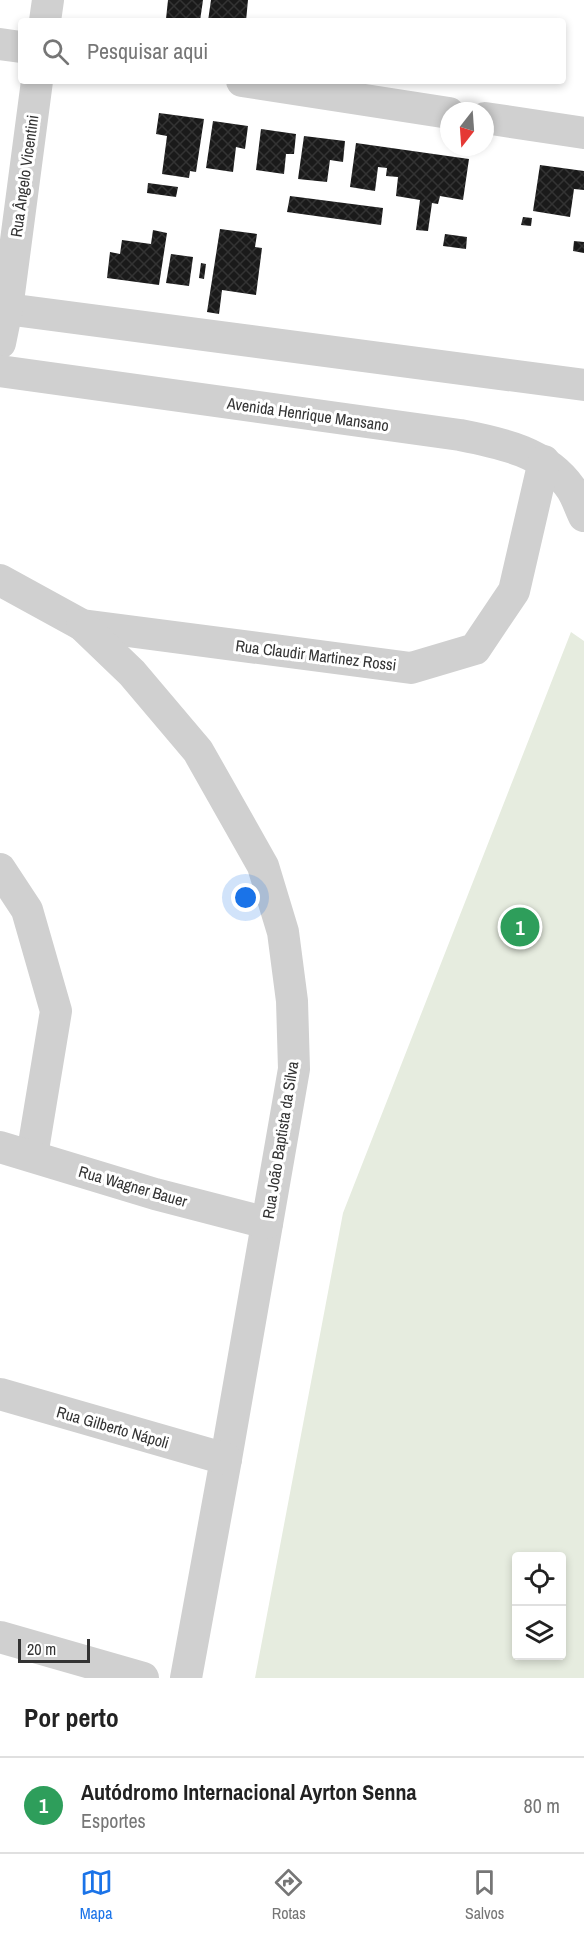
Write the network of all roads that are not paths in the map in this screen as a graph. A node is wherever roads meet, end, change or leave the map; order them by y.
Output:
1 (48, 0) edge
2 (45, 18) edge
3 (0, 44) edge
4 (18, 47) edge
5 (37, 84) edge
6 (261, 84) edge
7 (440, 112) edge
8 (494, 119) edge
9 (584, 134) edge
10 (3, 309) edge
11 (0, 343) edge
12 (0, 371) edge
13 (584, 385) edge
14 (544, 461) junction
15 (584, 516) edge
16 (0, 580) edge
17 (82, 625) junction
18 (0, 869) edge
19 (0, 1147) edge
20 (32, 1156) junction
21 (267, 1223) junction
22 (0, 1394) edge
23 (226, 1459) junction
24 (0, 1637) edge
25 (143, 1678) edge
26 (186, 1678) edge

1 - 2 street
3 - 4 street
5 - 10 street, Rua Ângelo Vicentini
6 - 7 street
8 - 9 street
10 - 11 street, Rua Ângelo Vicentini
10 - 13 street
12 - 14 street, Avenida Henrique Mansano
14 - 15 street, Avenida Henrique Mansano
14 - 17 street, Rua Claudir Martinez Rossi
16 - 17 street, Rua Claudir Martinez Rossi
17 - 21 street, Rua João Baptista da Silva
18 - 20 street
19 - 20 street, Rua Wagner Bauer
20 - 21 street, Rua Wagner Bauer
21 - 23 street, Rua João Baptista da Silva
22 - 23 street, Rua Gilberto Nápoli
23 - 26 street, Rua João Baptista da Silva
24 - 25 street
---
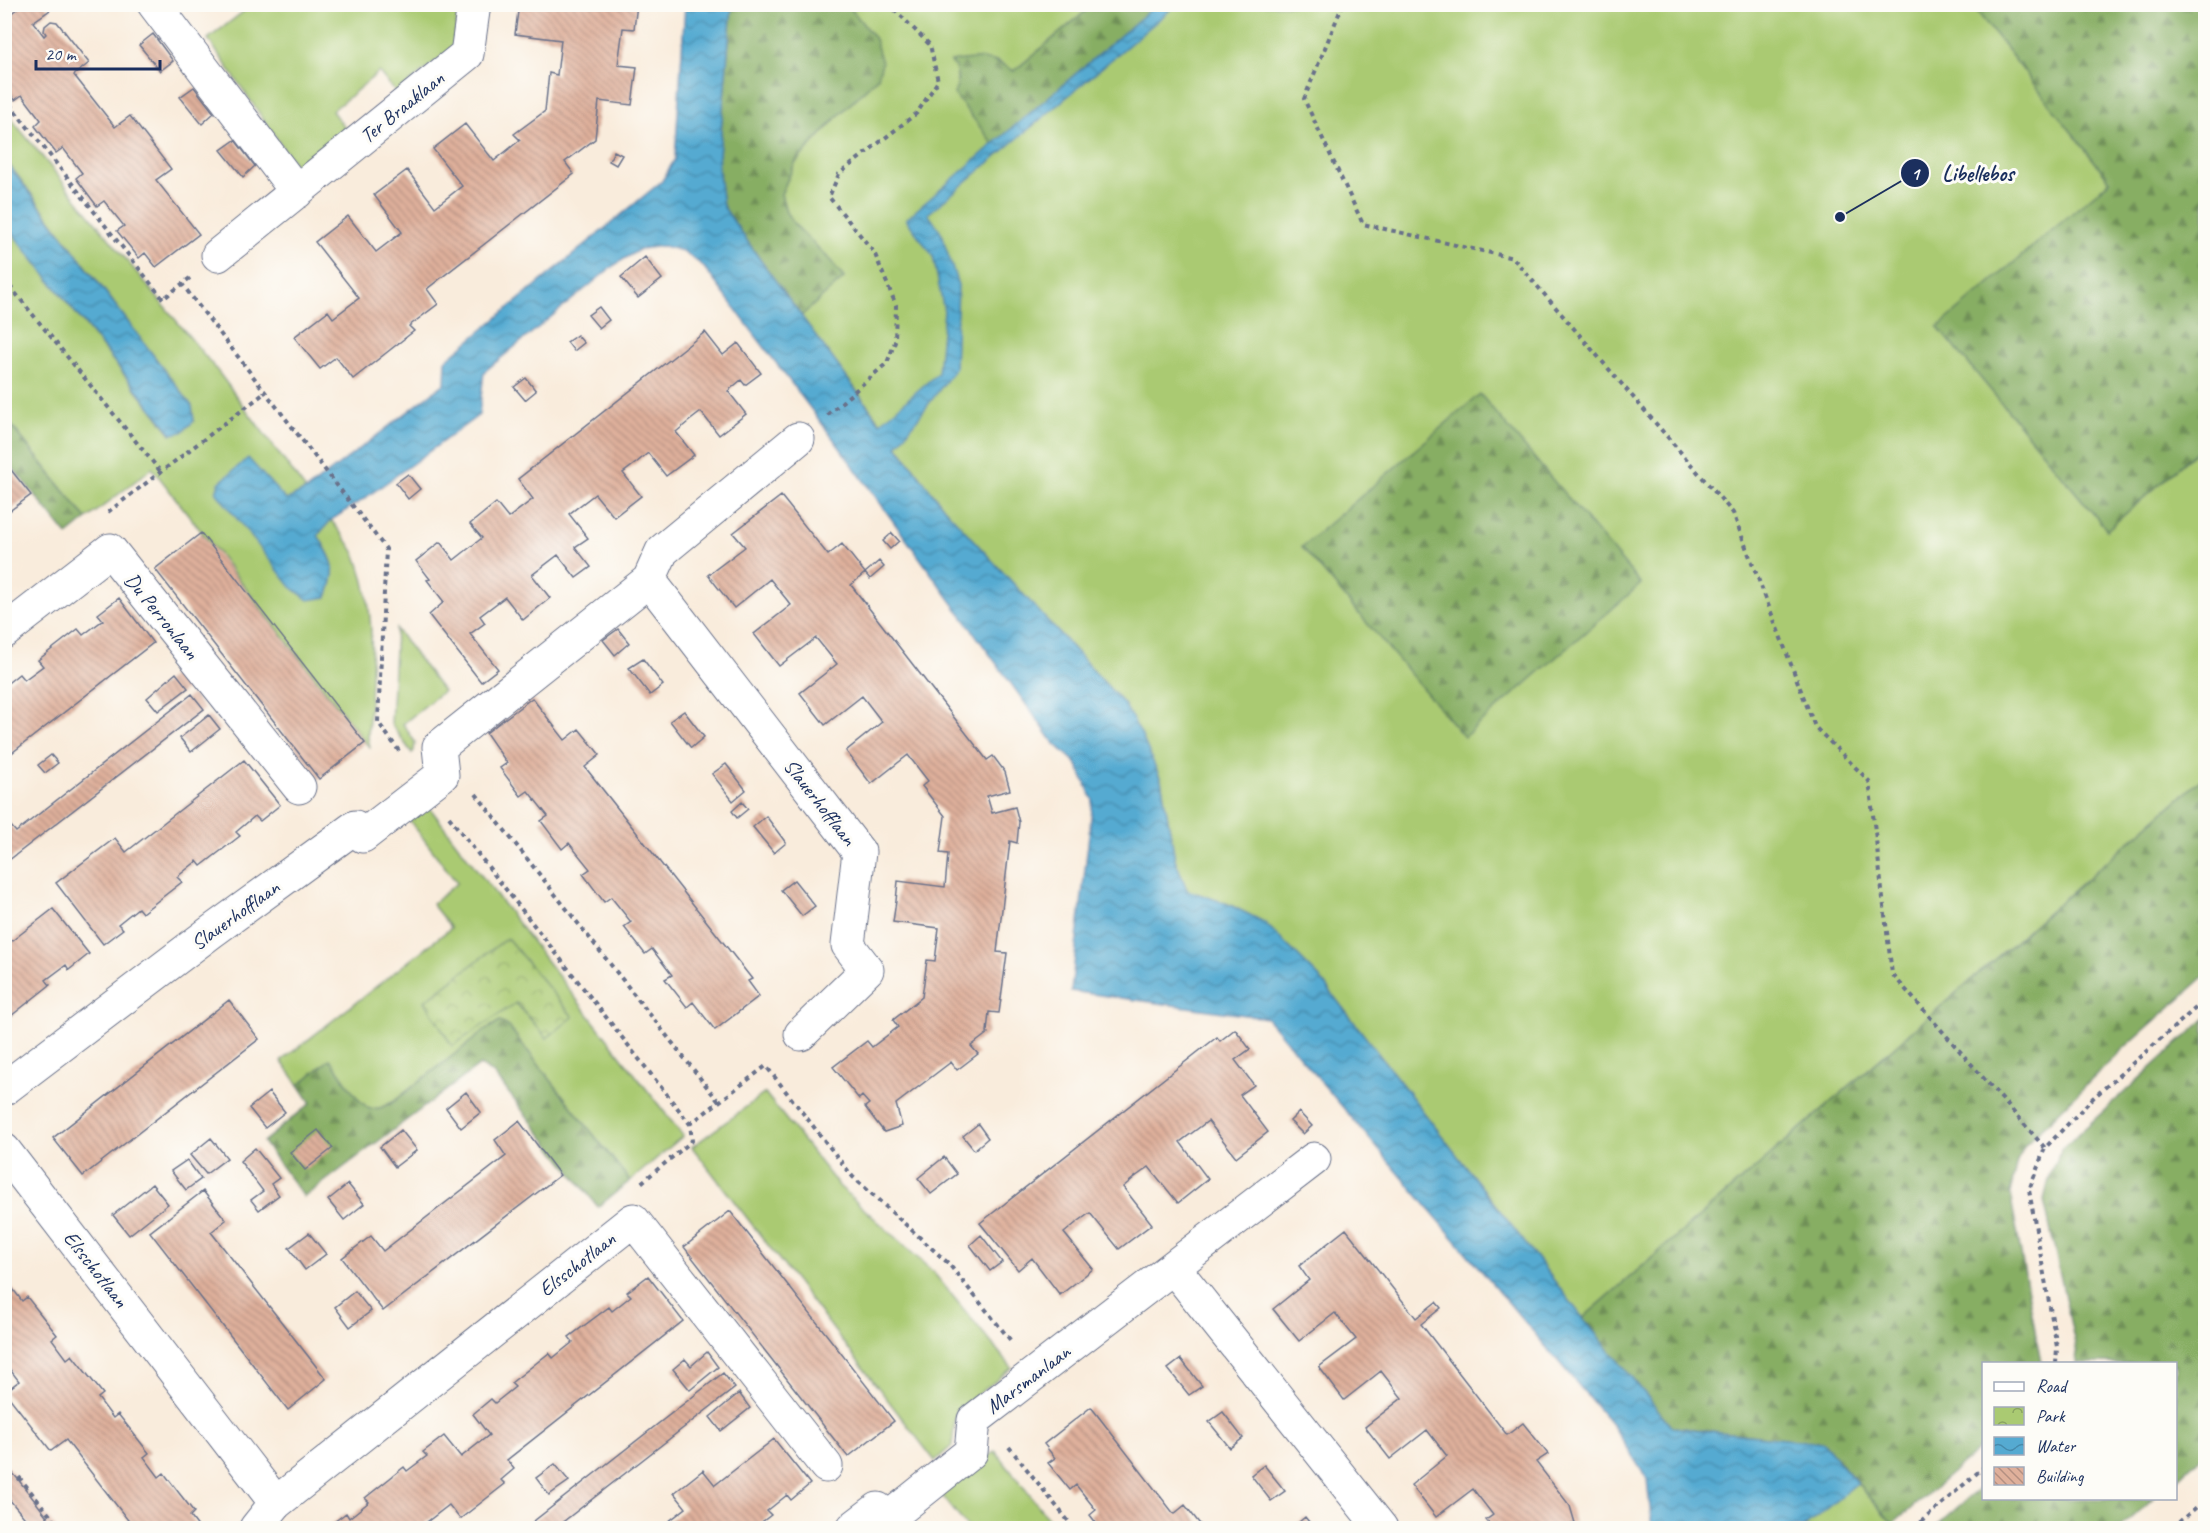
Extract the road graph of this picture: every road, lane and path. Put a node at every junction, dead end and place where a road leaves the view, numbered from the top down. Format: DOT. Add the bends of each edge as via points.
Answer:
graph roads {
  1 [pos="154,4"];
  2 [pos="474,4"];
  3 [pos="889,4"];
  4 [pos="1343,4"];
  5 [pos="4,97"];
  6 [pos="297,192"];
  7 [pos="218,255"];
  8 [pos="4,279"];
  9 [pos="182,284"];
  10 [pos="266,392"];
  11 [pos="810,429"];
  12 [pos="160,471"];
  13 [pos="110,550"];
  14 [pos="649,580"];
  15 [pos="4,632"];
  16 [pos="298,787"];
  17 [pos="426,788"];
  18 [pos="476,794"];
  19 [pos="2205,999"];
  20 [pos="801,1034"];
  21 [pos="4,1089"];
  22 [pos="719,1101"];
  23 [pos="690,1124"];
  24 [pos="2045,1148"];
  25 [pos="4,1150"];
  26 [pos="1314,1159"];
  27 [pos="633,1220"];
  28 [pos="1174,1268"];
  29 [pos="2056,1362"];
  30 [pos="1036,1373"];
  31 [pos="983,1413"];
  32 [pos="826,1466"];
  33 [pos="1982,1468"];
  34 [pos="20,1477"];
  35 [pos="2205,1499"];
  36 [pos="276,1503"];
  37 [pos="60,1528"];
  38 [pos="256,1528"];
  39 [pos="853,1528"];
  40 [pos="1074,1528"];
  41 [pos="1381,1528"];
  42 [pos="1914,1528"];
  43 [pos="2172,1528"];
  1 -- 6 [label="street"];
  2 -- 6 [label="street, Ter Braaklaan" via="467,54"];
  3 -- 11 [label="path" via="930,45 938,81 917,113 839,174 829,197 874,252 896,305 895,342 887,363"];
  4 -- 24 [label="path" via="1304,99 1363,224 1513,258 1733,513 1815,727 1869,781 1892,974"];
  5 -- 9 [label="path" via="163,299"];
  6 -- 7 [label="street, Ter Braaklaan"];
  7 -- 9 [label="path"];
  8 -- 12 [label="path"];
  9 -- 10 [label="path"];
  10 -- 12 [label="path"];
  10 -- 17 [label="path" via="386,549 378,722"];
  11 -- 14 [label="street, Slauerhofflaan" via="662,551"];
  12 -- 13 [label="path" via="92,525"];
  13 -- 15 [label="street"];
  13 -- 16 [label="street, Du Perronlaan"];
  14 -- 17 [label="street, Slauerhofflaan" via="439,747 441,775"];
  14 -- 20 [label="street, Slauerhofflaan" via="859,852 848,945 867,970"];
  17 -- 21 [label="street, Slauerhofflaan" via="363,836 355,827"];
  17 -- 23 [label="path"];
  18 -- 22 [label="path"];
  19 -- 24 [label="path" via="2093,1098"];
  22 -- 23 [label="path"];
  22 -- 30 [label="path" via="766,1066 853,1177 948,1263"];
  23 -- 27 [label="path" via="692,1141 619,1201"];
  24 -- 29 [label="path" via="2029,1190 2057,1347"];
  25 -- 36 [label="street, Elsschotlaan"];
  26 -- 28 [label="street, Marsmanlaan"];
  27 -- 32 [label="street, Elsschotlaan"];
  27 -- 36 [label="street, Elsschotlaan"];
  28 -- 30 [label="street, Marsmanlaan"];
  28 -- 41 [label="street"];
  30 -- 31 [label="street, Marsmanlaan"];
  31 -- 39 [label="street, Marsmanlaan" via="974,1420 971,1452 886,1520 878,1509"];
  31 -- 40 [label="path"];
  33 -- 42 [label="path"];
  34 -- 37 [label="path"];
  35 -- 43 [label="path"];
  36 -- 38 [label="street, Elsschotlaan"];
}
...
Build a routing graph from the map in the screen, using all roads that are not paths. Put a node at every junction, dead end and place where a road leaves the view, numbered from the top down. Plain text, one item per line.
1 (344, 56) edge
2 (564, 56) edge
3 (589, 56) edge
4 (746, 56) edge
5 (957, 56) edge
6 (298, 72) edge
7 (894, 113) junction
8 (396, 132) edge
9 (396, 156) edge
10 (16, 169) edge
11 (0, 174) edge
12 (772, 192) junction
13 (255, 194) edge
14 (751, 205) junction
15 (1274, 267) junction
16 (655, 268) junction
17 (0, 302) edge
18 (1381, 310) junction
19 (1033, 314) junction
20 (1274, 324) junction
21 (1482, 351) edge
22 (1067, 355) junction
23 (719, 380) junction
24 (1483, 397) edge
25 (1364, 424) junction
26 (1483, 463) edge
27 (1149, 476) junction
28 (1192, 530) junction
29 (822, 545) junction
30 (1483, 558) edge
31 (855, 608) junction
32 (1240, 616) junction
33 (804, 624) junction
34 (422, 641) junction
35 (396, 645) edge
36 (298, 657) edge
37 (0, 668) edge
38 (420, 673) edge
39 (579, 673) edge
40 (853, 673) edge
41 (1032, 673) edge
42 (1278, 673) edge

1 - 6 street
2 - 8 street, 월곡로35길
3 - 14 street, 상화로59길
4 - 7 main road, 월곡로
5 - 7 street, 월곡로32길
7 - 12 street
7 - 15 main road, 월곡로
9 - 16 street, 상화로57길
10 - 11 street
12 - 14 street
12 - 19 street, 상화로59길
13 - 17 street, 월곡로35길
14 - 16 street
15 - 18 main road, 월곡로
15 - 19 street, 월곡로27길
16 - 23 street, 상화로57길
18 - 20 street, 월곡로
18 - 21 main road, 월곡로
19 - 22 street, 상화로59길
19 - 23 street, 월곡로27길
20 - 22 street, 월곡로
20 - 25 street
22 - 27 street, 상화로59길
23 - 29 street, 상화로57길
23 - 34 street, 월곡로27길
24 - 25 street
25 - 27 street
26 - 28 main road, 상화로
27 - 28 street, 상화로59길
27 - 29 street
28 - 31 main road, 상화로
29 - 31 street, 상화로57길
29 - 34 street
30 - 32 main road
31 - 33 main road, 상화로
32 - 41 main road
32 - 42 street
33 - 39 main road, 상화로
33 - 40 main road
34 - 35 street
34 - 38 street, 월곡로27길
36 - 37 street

_The task_
Where does the word "main" appear in the listing above? Copy every line that holds it.

_Your response_
4 - 7 main road, 월곡로
7 - 15 main road, 월곡로
15 - 18 main road, 월곡로
18 - 21 main road, 월곡로
26 - 28 main road, 상화로
28 - 31 main road, 상화로
30 - 32 main road
31 - 33 main road, 상화로
32 - 41 main road
33 - 39 main road, 상화로
33 - 40 main road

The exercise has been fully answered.